* Task brief
I'd like an exact copy of only the lines from the start of the listing below through the line that holds "middle dip: (371, 323)". Please keep the pictures out.

* Exercise materials
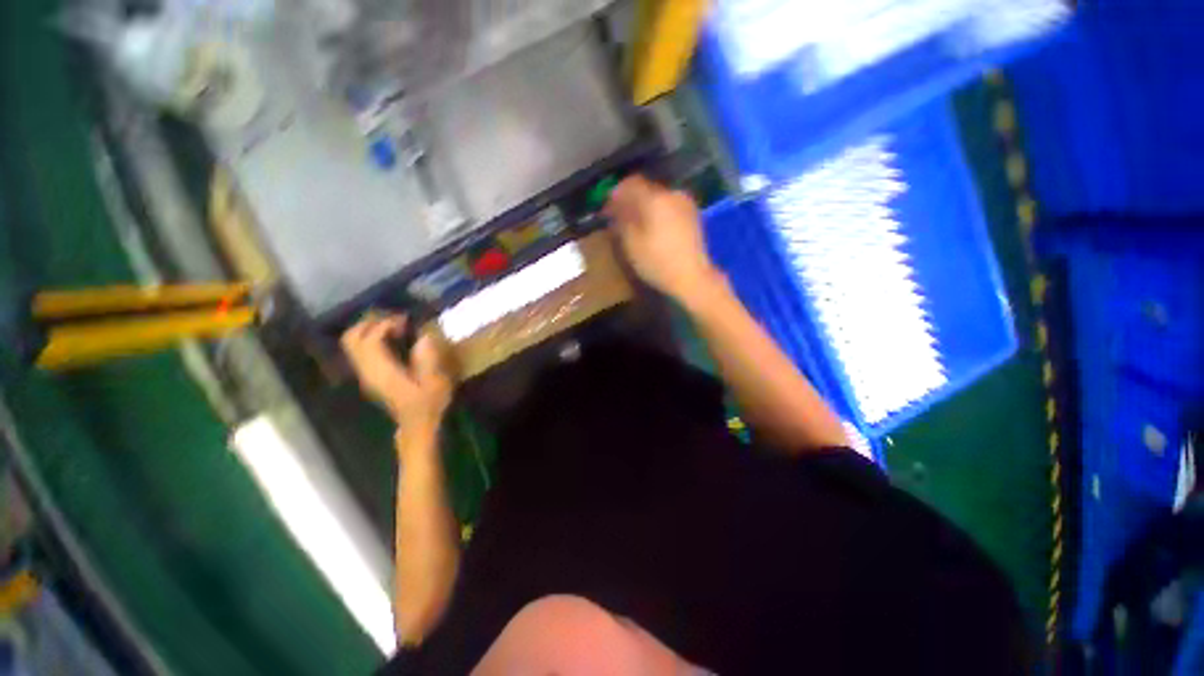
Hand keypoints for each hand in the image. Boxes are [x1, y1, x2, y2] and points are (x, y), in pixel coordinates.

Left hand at [341, 314, 453, 436]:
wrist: (417, 425)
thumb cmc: (429, 403)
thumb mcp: (436, 382)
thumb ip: (428, 359)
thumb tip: (423, 338)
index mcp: (382, 372)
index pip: (370, 340)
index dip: (386, 324)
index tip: (407, 321)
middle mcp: (367, 370)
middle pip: (353, 338)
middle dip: (371, 323)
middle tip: (396, 319)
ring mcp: (365, 373)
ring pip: (352, 342)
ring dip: (369, 329)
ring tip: (393, 326)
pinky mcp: (369, 374)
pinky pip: (360, 349)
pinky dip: (371, 338)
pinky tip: (391, 338)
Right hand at [604, 175, 720, 304]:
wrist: (692, 277)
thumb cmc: (658, 262)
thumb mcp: (631, 244)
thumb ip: (621, 220)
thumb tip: (615, 208)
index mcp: (655, 198)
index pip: (631, 183)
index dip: (616, 193)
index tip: (607, 207)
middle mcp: (672, 194)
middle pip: (646, 188)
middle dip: (631, 199)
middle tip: (620, 216)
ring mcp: (685, 203)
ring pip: (658, 197)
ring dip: (645, 206)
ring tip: (636, 224)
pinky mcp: (693, 215)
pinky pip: (669, 205)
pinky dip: (658, 212)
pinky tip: (653, 228)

* Solution below
Hand keypoints for each hand in the image. Boxes are [x1, y1, x2, y2] and points are (x, y), in pixel coordinates.

Left hand at [341, 314, 453, 436]:
wrist: (417, 425)
thumb cmc: (429, 403)
thumb mcp: (436, 382)
thumb ip: (428, 359)
thumb tip: (423, 338)
index mcp: (382, 372)
index pip: (370, 340)
index dip: (386, 324)
index tip: (407, 321)
middle mcp: (367, 370)
middle pip: (353, 338)
middle dip: (371, 323)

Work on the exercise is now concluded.